Categories of Special Interest
In Use As
1845 - 1855
Terraced two-bay three-storey former house over basement, built c.1850, now in use as flats. Single-span pitched artificial slate roof, hidden behind brick parapet with granite coping. Brick chimneystacks with yellow clay pots to east and west ends. Cast-iron rainwater goods to east end and replacement uPVC rainwater goods west end. Brown brick laid in Flemish bond to first and second floors, granite string course over channelled cement render to ground floor, granite plinth over rendered walls to basement. Square-headed windows openings with brick voussoirs, rendered reveals, replacement uPVC windows, and having granite sills to second floor and continuous granite sills to first floor. Elliptical-headed door opening with rendered reveals, panelled timber door, engaged Ionic columns on block bases supporting plain frieze and cornice and fanlight. Granite platform and nosed granite steps with wrought-iron railings on moulded granite plinth to east. Wrought-iron railings on moulded granite plinth to basement area. Cast-iron coal-hole cover set in granite flag to pavement to front.

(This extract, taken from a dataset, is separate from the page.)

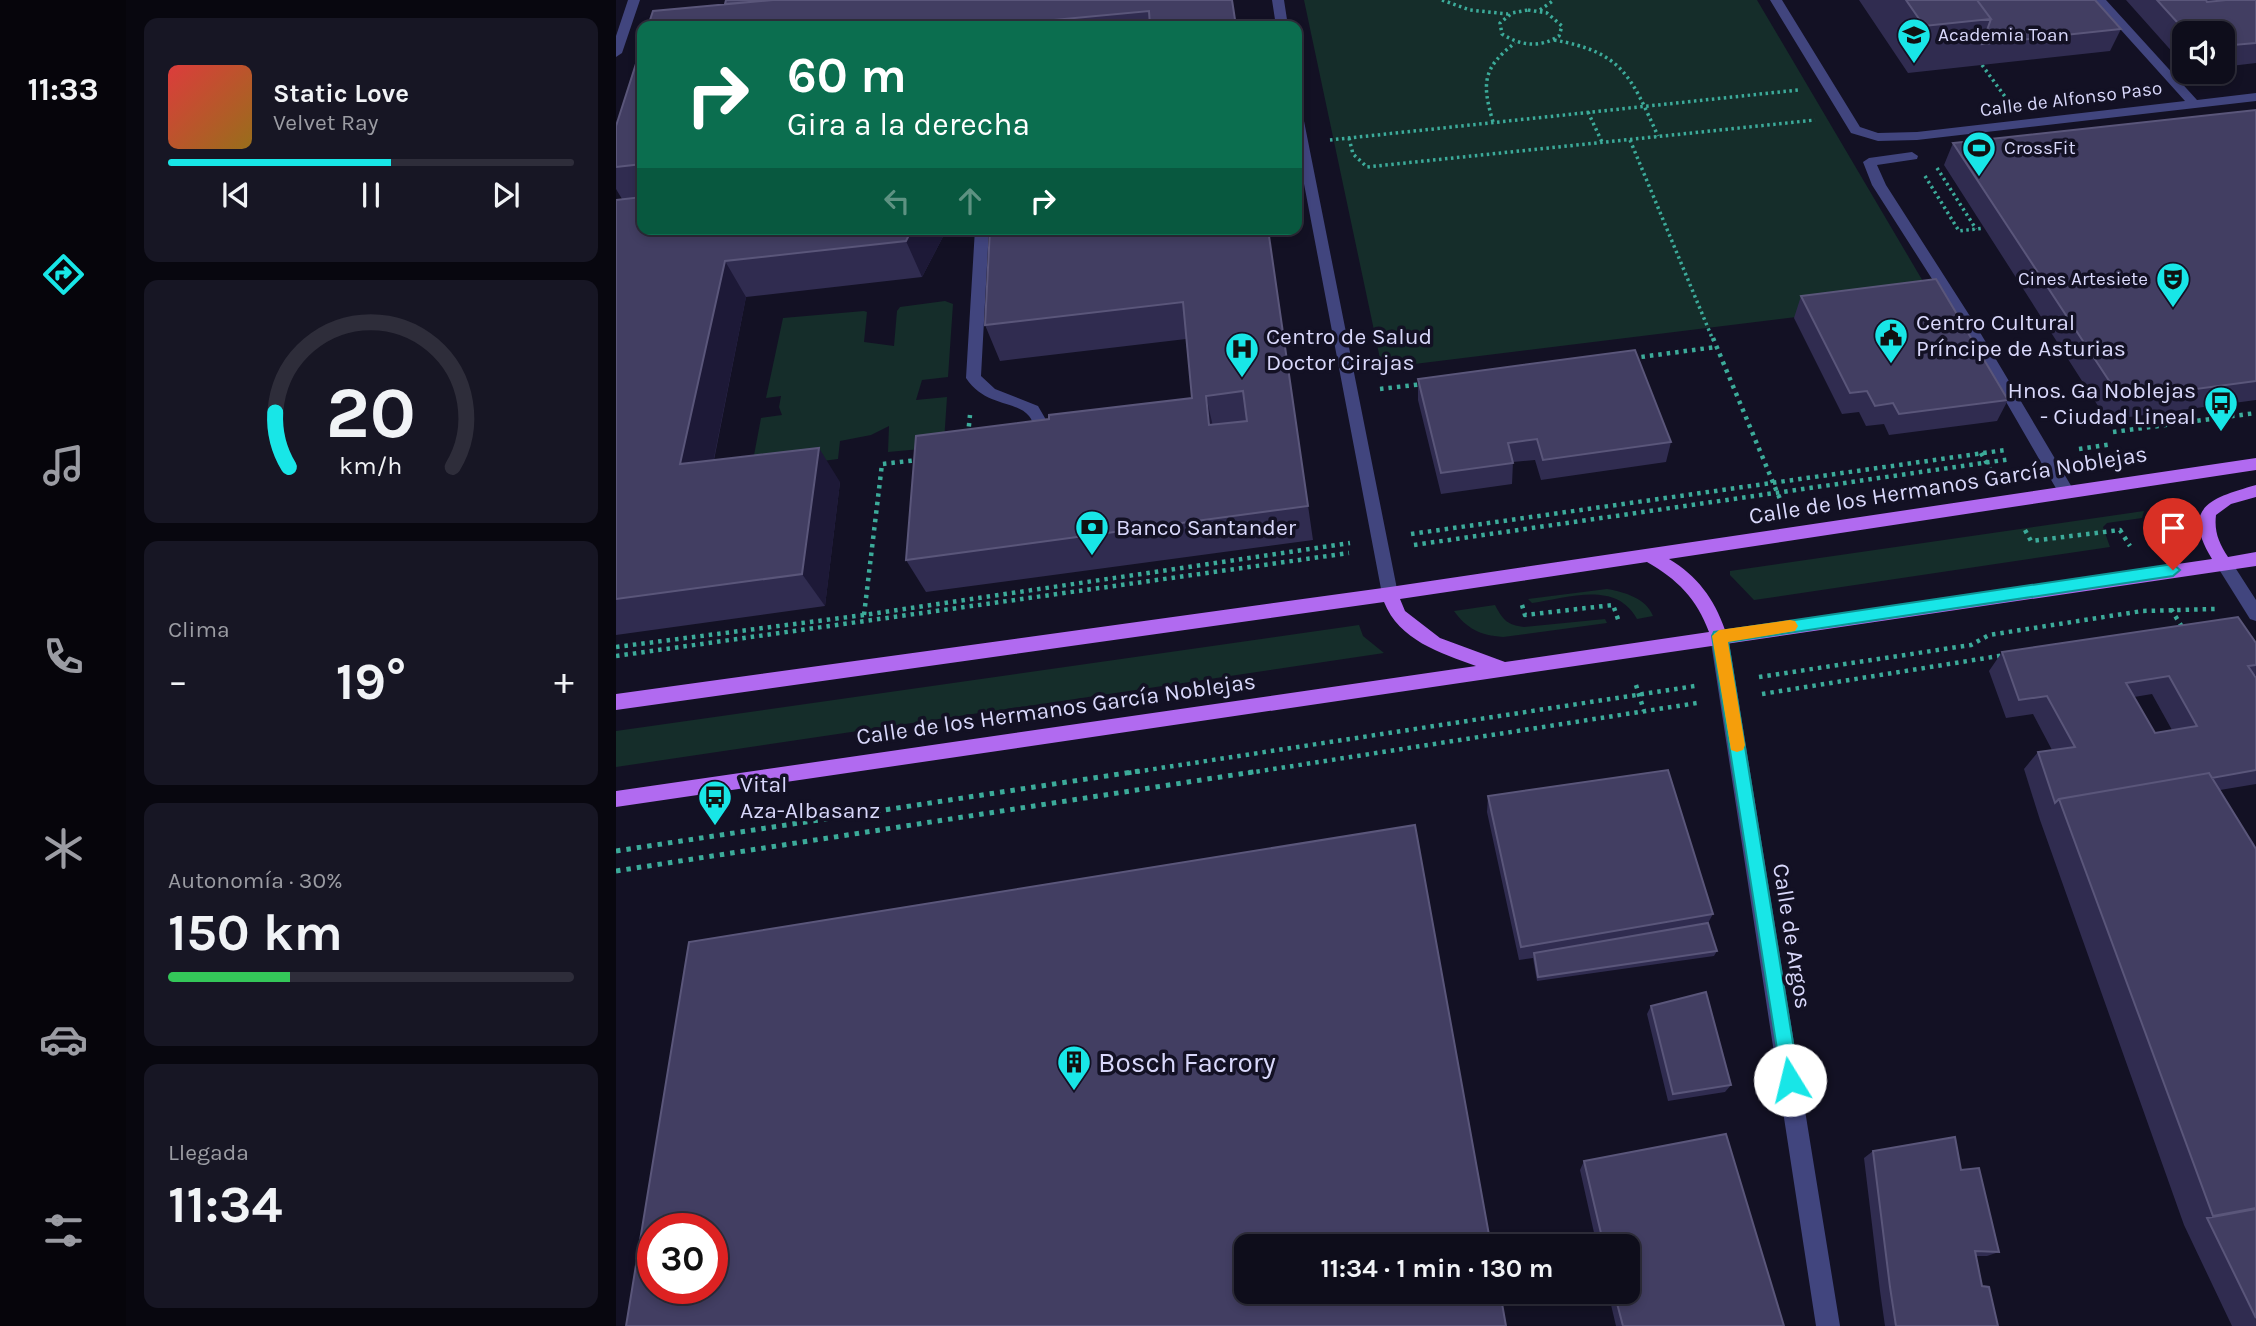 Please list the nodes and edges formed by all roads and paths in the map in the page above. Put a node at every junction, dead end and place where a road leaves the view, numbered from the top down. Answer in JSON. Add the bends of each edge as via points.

Synnott Place was part of the residential development undertaken by Gardiner family in the northeastern sector of the city. It retains a terrace of fine three-storey and four-storey houses over basements, forming a pocket of grand architectural character at the edge of the city. It was part of a scheme of streets leading to a proposed circus on the site of the present Mater Hospital. The street was laid out in the 1790s as the westward continuation of Gardiner Street and the houses are typically Georgian in character, although some later infill is evident. From map evidence it appears that Nos. 4, 5 and 6 are later infills. The façade is classically restrained with ornamentation limited to the rendered ground floor and elaborate doorcase with Ionic columns with elegant fanlight.